Technically India needs to carefully evaluate the probe and drogue (probe of the receiver aircraft and the drogue line attached to the tanker aircraft) and the newer refueling boom because the former allows for three aircraft to be refueled simultaneously whereas only one can be handled by the boom arrangement albeit at a faster rate of transfer.
But drogue can do multiple jobs at a time but unsafe whereas boom is stable and proven but limited capacity.
Also because the former system makes it possible to also refuel helicopters in flight which for India is an absolute necessity because helicopters like the world’s biggest MI-26 and the MI-17s are crucial links in air-bridges that support Indian troop deployment on the forward edges of the Himalayas against both China and Pakistan.
Creating airborne refueling capability for helicopters would enhance the Indian Army’s ability to air-deliver the 105 mm Indian Field Gun-howitzer to areas where they will be most effective without being dependent on road transportation.
Coupled with the gadget developed by the State-owned Ordnance Factory Board for centreline lifting of the Indian Field Gun, the weapon can be deployed faster at higher altitudes of the helicopter’s flight envelope.
Helicopter aerial refueling is more dicey than the straightforward refueling of fixed wing aircraft. For one, the drogue from the tanker has to avoid the whirling rotors and the probe from the helicopter has to be about a meter long so that it can connect with the drogue without entanglement. If perfected this technology is worth its weight in gold given the terrain difficulties of the Himalayas.
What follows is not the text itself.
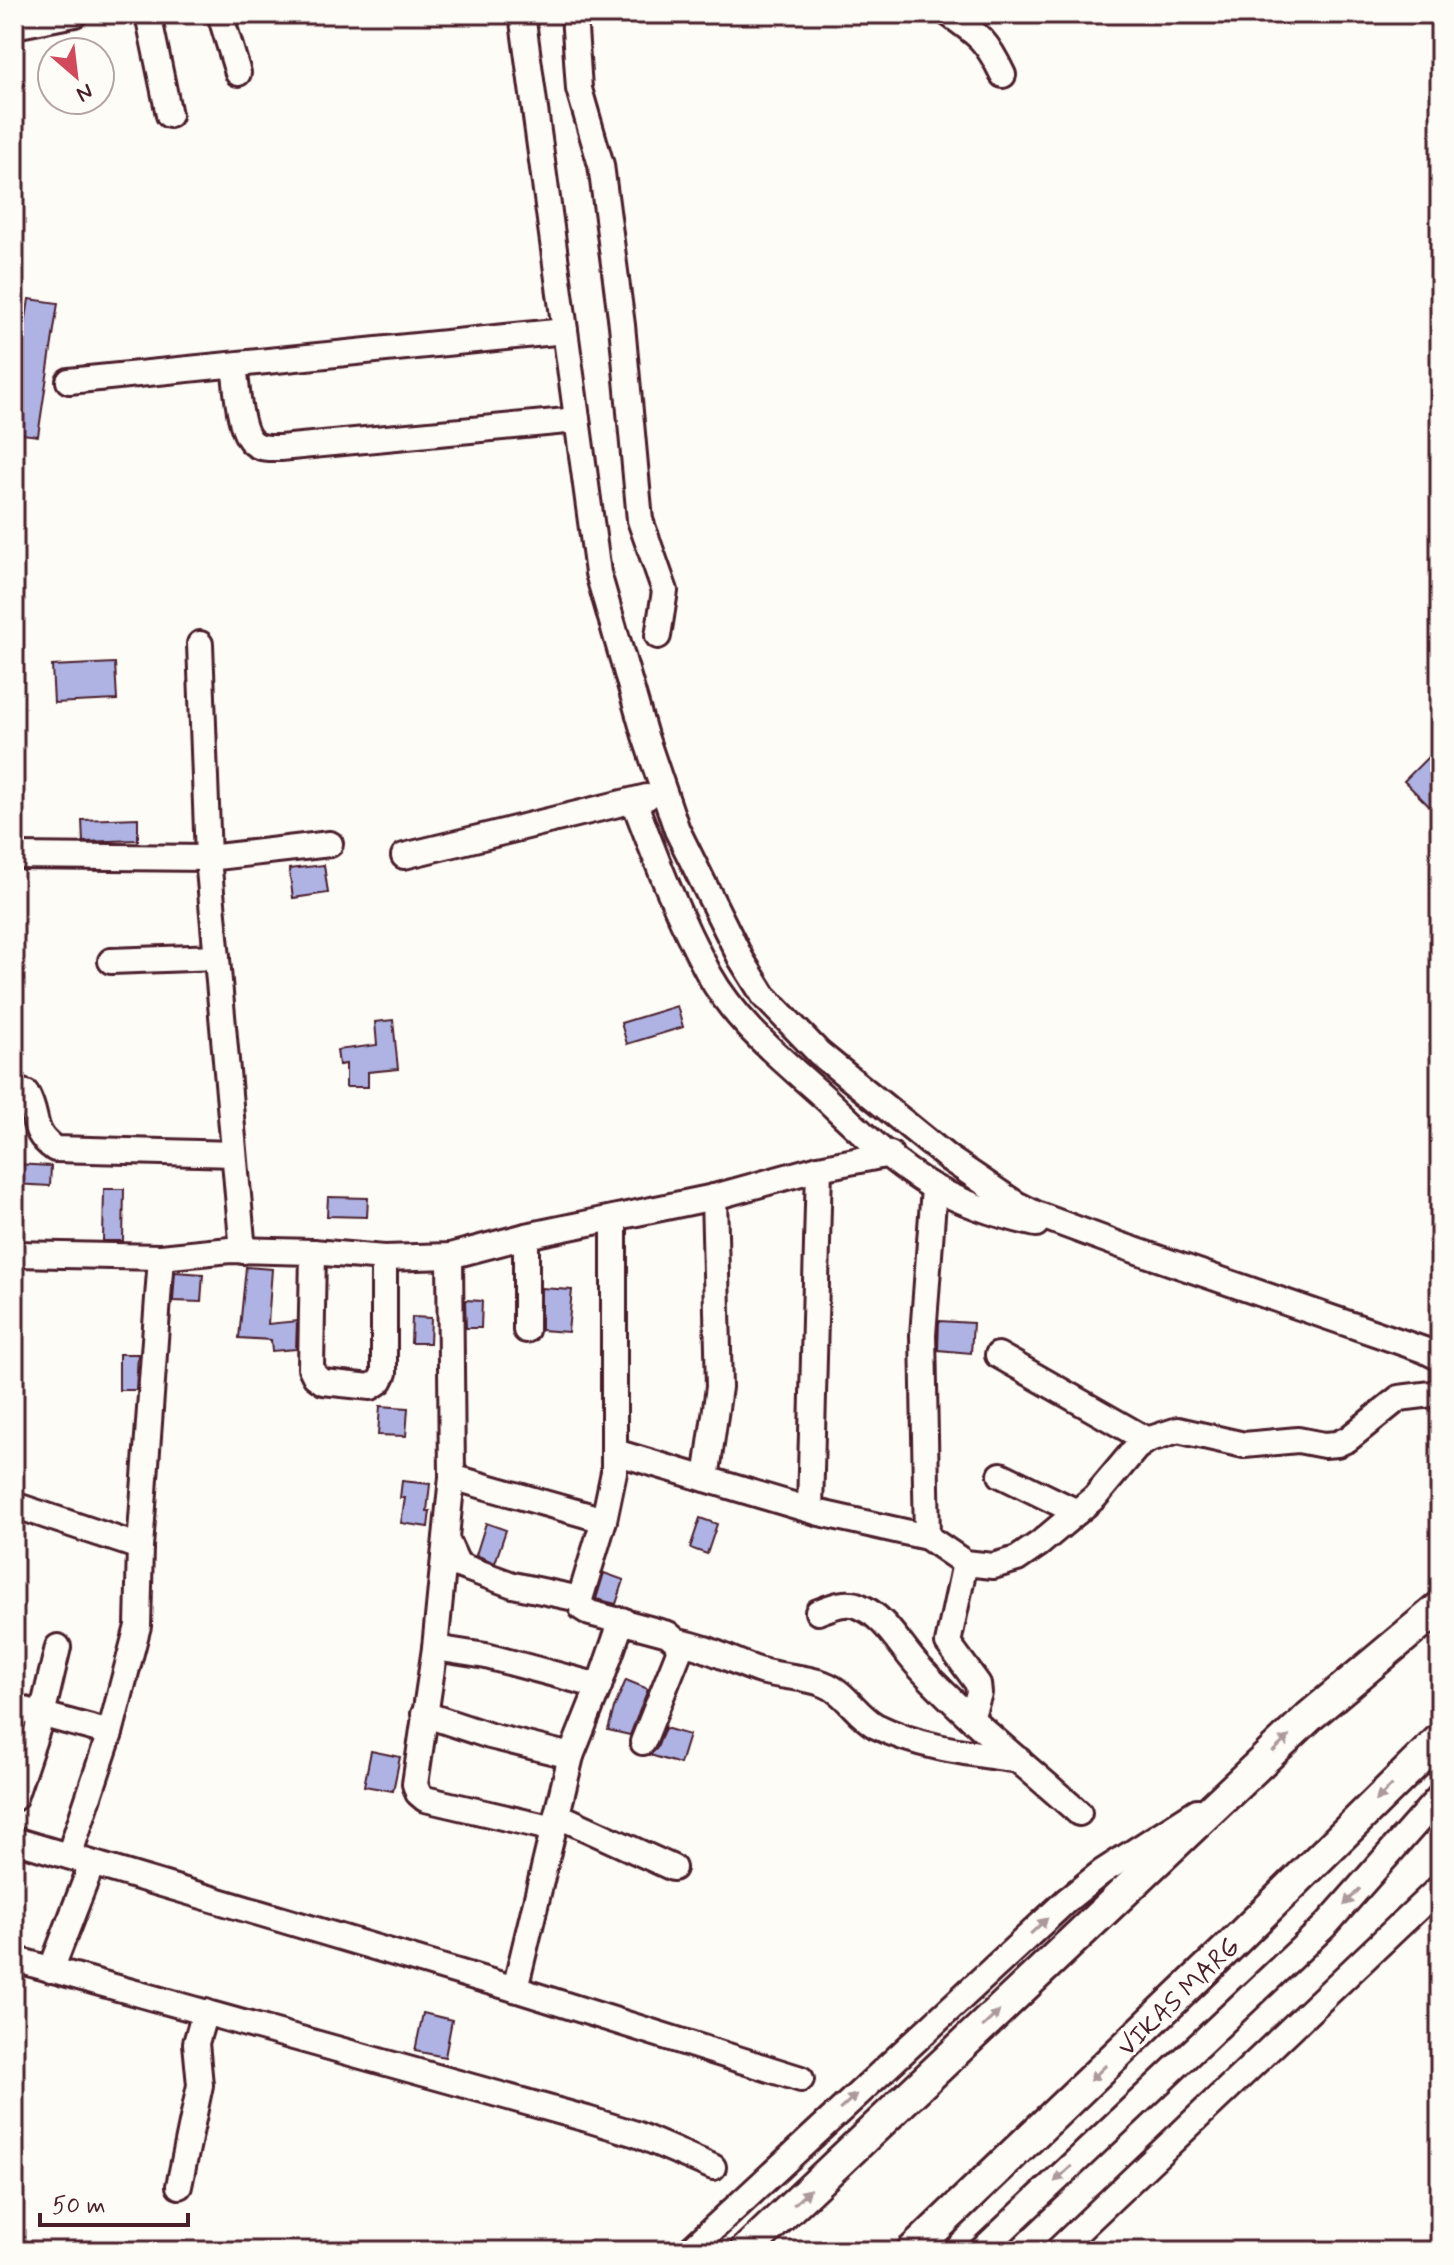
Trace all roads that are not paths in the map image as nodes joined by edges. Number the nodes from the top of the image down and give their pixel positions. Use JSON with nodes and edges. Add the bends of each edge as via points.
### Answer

Now that the Chinese aircraft carrier has become a reality India will have to strengthen its maritime strike capability to be able to stop it south of Indonesia before it can pose a major threat to the Indian offshore islands as well as the mainland.
Airborne refueling will increase the operational capacity of both the land-based and maritime strike aircraft to make for air dominance that the Chinese carrier is intended to curtail.